Ancak bütün bu olgular temel bir gerçeği görmemizi engellememelidir: Türkiye üretimi tamamıyla yüksek teknoloji (“high-tech”) yürüyen bir Finlandiya, bir İsveç, bir ABD değildir; ve imalat sanayiinde, sanayi merkezlerinde, organize sanayi bölgelerinde, Anadolu’nu dört bir yanındaki atölye ve imalathanelerde kayıtlı-kayıtsız, sendikalı-sendikasız milyonlarca mavi yakalı işçi çalışmaktadır. Türkiye işçi sınıfı hala ve ağırlıklı olarak mavi yakalı bir işçi sınıfıdır; son derece çetin ve gitgide ağırlaşan koşullarda yaşayan bu kesimin yeri sosyalist siyasettir; ancak bu kesimin sosyalist siyasetle olan bağı, olması gerekenin hala çok gerisindedir. Dolayısıyla önemli bir açılım ve bir dinamizm kaynağı olan “gri yakalılar” ve orada elde edilen siyasi başarılar, bizim bu diğer (ve asli!) alandaki eksikliğimizi ve sorumluluklarınızı bize kesinlikle unutturmamalıdır.

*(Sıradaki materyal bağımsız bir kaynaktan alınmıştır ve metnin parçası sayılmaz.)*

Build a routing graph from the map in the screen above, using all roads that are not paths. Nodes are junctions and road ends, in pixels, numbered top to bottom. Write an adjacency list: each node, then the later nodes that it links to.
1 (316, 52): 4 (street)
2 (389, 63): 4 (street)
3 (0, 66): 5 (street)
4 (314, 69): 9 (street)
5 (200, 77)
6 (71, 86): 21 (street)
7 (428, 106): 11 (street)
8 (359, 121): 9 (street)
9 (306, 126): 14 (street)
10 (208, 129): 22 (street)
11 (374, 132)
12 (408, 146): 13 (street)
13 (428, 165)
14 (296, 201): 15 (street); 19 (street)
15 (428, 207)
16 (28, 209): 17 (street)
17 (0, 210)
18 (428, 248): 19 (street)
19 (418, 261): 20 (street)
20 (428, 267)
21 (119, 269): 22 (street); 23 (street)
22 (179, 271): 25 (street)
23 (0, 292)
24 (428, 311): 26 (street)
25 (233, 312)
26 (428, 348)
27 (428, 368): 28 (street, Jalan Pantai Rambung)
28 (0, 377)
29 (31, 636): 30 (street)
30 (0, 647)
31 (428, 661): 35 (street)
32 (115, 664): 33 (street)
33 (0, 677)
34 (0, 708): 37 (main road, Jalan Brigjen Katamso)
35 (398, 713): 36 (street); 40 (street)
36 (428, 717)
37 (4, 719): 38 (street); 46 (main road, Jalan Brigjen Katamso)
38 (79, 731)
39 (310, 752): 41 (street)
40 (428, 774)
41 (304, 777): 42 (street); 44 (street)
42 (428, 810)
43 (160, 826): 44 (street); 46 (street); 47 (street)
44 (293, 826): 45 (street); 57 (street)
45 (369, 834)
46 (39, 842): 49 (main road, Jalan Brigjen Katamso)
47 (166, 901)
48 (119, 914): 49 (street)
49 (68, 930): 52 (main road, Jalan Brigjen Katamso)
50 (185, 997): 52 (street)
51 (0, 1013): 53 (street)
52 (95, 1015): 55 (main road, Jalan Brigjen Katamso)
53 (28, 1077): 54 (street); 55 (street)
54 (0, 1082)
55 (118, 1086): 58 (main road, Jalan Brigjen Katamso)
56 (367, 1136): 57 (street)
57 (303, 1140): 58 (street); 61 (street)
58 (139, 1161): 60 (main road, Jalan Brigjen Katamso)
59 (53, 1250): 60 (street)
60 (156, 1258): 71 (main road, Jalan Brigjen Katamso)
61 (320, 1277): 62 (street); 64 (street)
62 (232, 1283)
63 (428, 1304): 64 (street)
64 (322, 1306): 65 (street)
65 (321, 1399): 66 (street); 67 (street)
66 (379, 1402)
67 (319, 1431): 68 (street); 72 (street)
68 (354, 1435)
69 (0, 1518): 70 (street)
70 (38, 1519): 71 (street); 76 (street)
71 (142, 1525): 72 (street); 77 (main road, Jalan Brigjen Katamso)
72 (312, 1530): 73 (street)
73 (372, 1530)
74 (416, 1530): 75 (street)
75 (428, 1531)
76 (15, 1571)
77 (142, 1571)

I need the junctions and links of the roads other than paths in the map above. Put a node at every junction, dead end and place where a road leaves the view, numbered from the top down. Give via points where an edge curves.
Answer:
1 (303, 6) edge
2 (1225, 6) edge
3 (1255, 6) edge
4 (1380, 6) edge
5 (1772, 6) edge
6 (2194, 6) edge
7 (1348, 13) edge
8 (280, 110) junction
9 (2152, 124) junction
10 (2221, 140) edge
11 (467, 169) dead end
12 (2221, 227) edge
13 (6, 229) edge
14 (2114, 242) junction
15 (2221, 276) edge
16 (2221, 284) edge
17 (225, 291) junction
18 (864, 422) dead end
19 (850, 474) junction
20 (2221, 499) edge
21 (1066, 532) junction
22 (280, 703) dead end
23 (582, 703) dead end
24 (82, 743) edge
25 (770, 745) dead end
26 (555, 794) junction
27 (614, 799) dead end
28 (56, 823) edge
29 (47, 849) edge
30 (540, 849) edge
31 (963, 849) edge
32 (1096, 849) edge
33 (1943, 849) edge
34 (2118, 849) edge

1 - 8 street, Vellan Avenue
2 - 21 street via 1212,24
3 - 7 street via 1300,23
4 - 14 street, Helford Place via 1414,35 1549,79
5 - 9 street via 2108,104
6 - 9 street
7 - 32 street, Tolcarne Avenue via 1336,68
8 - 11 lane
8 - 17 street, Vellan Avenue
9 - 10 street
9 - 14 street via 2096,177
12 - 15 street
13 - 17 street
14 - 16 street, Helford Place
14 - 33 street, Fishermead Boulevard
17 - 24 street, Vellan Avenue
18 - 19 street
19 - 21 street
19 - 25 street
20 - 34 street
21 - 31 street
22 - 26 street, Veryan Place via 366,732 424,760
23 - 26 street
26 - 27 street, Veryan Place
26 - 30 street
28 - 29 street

MAVİ YAKALILAR İLE SOL ARASINDA AÇILAN MAKAS

Bugün mavi yakalı emekçilerin siyasal manzarası, haklı olarak sosyalistlerde kötümserliğe yol açmaktadır. Bu kesim, eskiden sosyalistlere olmasa bile CHP’ye “banko” destek sağlayan bir topluluk iken, şimdi bırakalım sosyalistleri, CHP’nin bile varlığının eridiği, ağırlıklı olarak sağ partilere, AKP ve MHP’ye destek sağlayan bir görünüm arz etmektedir. “80 öncesinin militan, solcu işçi kitlesinden bugünlere nasıl gelindi” sorusu önemlidir

2 unsurun belirleyici etkisini burada ortaya koymak gerekir: Birincisi 80 sonrası devletin izlediği sistematik çabadır. İşçi sınıfının, özellikle imalat sektöründeki işçi sınıfının ne denli büyük bir risk olduğunu kavrayan gerici-faşist iktidarlar, özellikle stratejik sektörler olan metalürji, otomotiv, madencilik gibi sektörlerde bilinçli ve yoğun bir çabayla burada gerici-işbirlikçi sendikalardan oluşan bir ağ ördü. Sadece Türk-Metal gibi tescilli gerici sendikalarla değil, DİSK’in sendikalarında dahi MHP’li şube başkanları ile oluşan bu ağ, bir anlamda sınıfın devasa gücünü zapt etmeye yarayan bir çelik kafes konumundadır. Ancak işçi sınıfın tarihsel olarak ilerici rolünü bilen, işçi sınıfının küçük esnaf gibi gericiliğe müsait bir sınıf olmadığını kavrayan biz Marksistler için bu kafes, özellikle gitgide ağırlaşan ekonomik koşullarda kırılması hiç de imkânsız olmayan bir engeldir. Bu da bizi ikinci unsura götürmektedir. O da solun, sosyalistlerin siyasal ve sendikal plandaki hatalarıdır.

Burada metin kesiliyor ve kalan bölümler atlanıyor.